* _Instructions for the task_:
Only the text should come through, so restate the listing exactly and drop its images.

* _Material provided_:

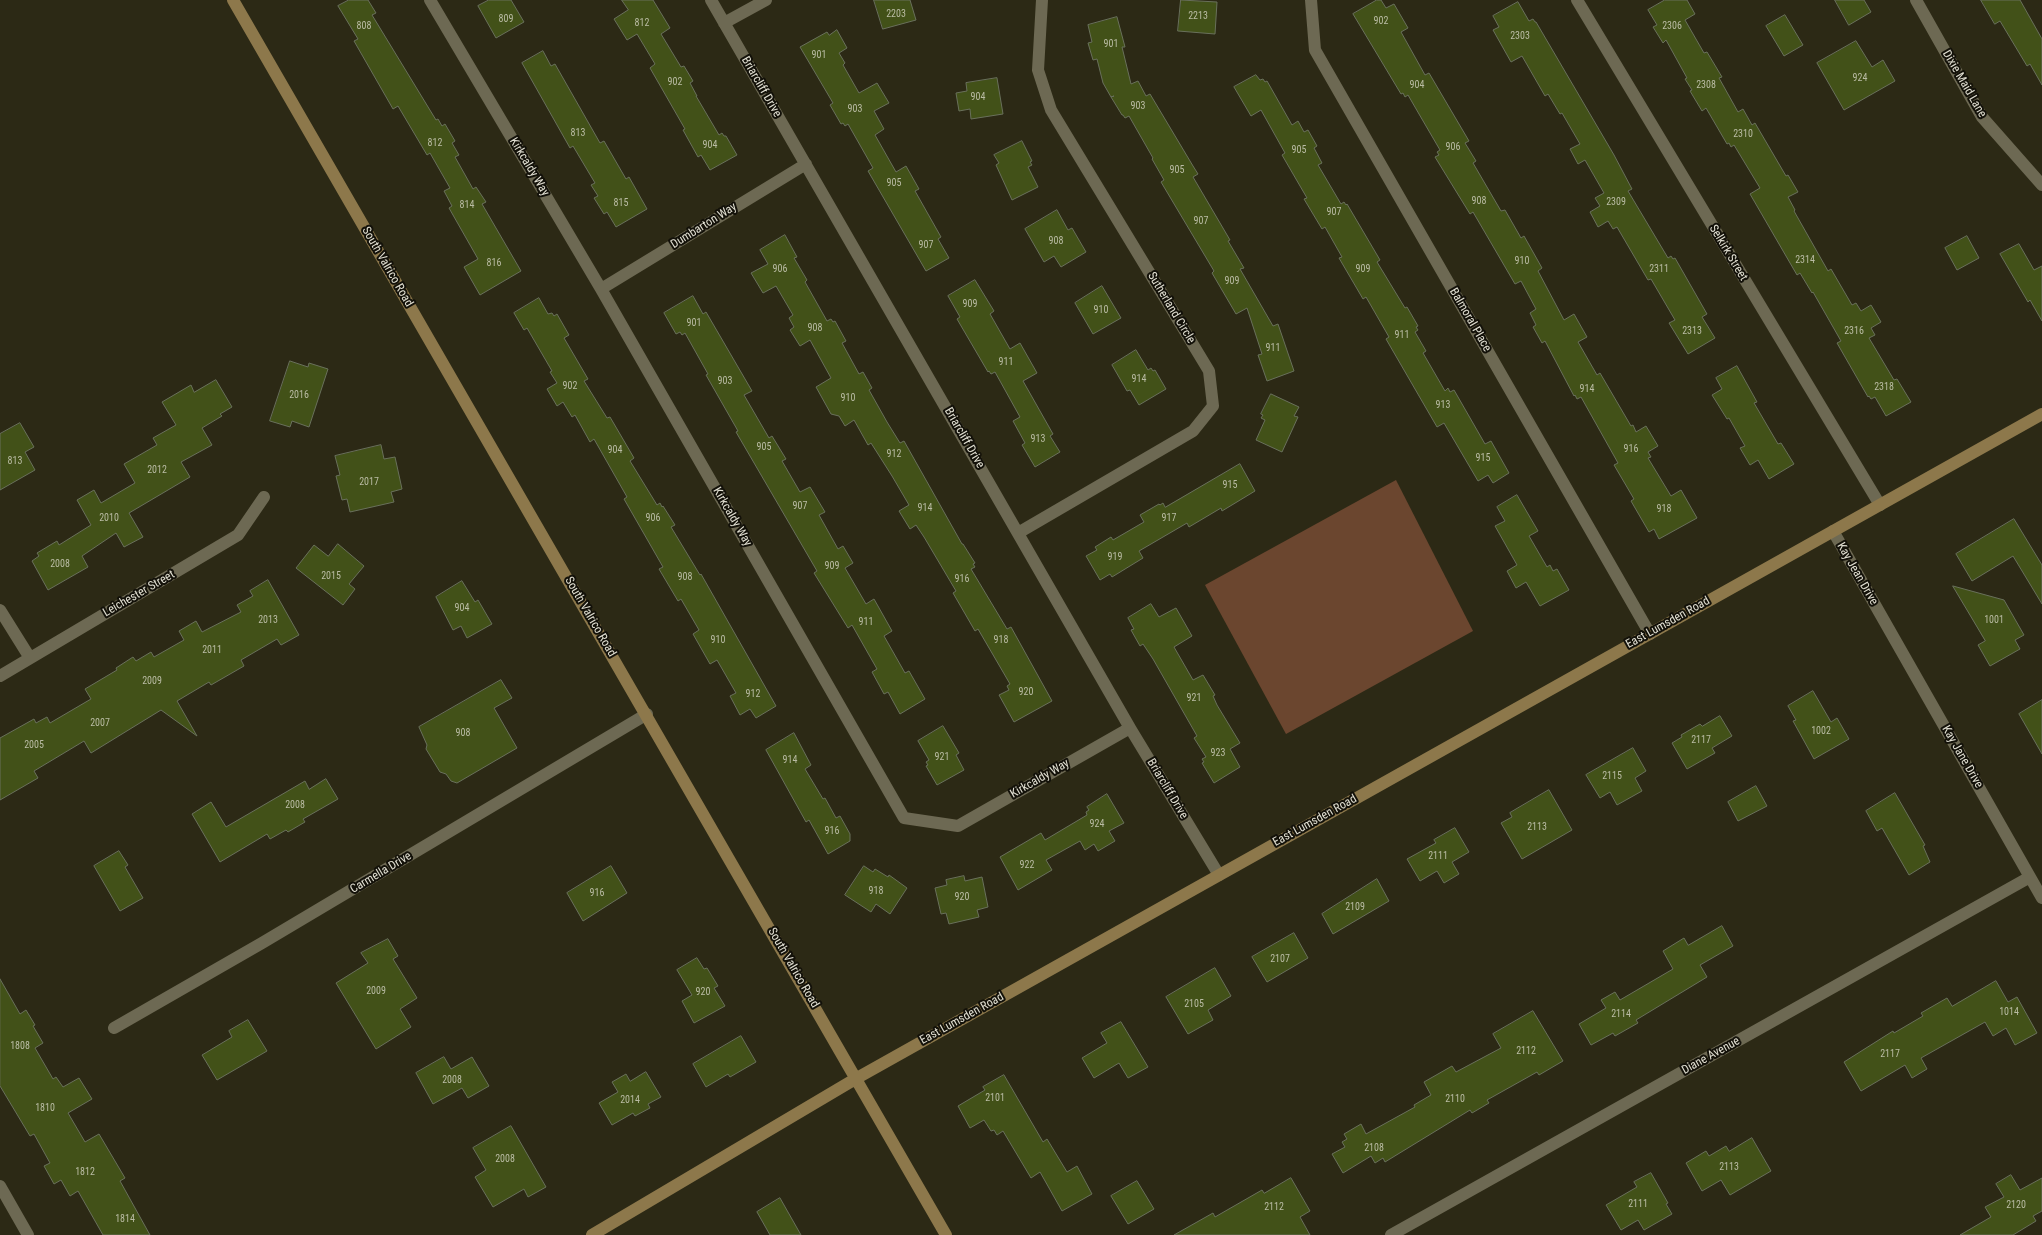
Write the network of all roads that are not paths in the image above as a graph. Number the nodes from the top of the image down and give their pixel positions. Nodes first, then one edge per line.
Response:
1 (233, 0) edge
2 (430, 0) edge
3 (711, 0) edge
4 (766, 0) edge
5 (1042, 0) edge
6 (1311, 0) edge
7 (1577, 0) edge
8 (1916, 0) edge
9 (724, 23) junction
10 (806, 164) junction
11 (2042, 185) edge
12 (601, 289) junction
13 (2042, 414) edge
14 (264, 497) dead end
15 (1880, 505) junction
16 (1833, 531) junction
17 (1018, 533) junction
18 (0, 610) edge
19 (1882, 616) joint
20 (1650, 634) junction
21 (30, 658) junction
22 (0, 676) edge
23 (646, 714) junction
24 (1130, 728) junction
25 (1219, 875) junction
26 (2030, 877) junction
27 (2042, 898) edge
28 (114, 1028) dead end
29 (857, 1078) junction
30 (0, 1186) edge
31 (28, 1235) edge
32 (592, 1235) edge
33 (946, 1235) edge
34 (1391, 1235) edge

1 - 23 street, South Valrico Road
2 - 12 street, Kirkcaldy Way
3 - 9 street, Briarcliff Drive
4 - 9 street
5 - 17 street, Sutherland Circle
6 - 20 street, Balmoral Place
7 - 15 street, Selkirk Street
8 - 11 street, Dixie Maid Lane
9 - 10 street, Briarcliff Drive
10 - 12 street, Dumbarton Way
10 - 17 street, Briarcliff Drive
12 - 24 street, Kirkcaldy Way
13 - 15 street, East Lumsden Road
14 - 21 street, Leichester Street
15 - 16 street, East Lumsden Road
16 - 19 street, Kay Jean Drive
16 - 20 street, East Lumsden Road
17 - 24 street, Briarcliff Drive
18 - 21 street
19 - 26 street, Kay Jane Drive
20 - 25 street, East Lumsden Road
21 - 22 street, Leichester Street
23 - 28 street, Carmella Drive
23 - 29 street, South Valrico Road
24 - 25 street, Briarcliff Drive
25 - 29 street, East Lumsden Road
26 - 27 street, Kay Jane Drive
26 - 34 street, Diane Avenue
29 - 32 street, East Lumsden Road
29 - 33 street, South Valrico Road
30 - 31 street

* _Output_:
Write the network of all roads that are not paths in the image above as a graph. Number the nodes from the top of the image down and give their pixel positions. Nodes first, then one edge per line.
Response:
1 (233, 0) edge
2 (430, 0) edge
3 (711, 0) edge
4 (766, 0) edge
5 (1042, 0) edge
6 (1311, 0) edge
7 (1577, 0) edge
8 (1916, 0) edge
9 (724, 23) junction
10 (806, 164) junction
11 (2042, 185) edge
12 (601, 289) junction
13 (2042, 414) edge
14 (264, 497) dead end
15 (1880, 505) junction
16 (1833, 531) junction
17 (1018, 533) junction
18 (0, 610) edge
19 (1882, 616) joint
20 (1650, 634) junction
21 (30, 658) junction
22 (0, 676) edge
23 (646, 714) junction
24 (1130, 728) junction
25 (1219, 875) junction
26 (2030, 877) junction
27 (2042, 898) edge
28 (114, 1028) dead end
29 (857, 1078) junction
30 (0, 1186) edge
31 (28, 1235) edge
32 (592, 1235) edge
33 (946, 1235) edge
34 (1391, 1235) edge

1 - 23 street, South Valrico Road
2 - 12 street, Kirkcaldy Way
3 - 9 street, Briarcliff Drive
4 - 9 street
5 - 17 street, Sutherland Circle
6 - 20 street, Balmoral Place
7 - 15 street, Selkirk Street
8 - 11 street, Dixie Maid Lane
9 - 10 street, Briarcliff Drive
10 - 12 street, Dumbarton Way
10 - 17 street, Briarcliff Drive
12 - 24 street, Kirkcaldy Way
13 - 15 street, East Lumsden Road
14 - 21 street, Leichester Street
15 - 16 street, East Lumsden Road
16 - 19 street, Kay Jean Drive
16 - 20 street, East Lumsden Road
17 - 24 street, Briarcliff Drive
18 - 21 street
19 - 26 street, Kay Jane Drive
20 - 25 street, East Lumsden Road
21 - 22 street, Leichester Street
23 - 28 street, Carmella Drive
23 - 29 street, South Valrico Road
24 - 25 street, Briarcliff Drive
25 - 29 street, East Lumsden Road
26 - 27 street, Kay Jane Drive
26 - 34 street, Diane Avenue
29 - 32 street, East Lumsden Road
29 - 33 street, South Valrico Road
30 - 31 street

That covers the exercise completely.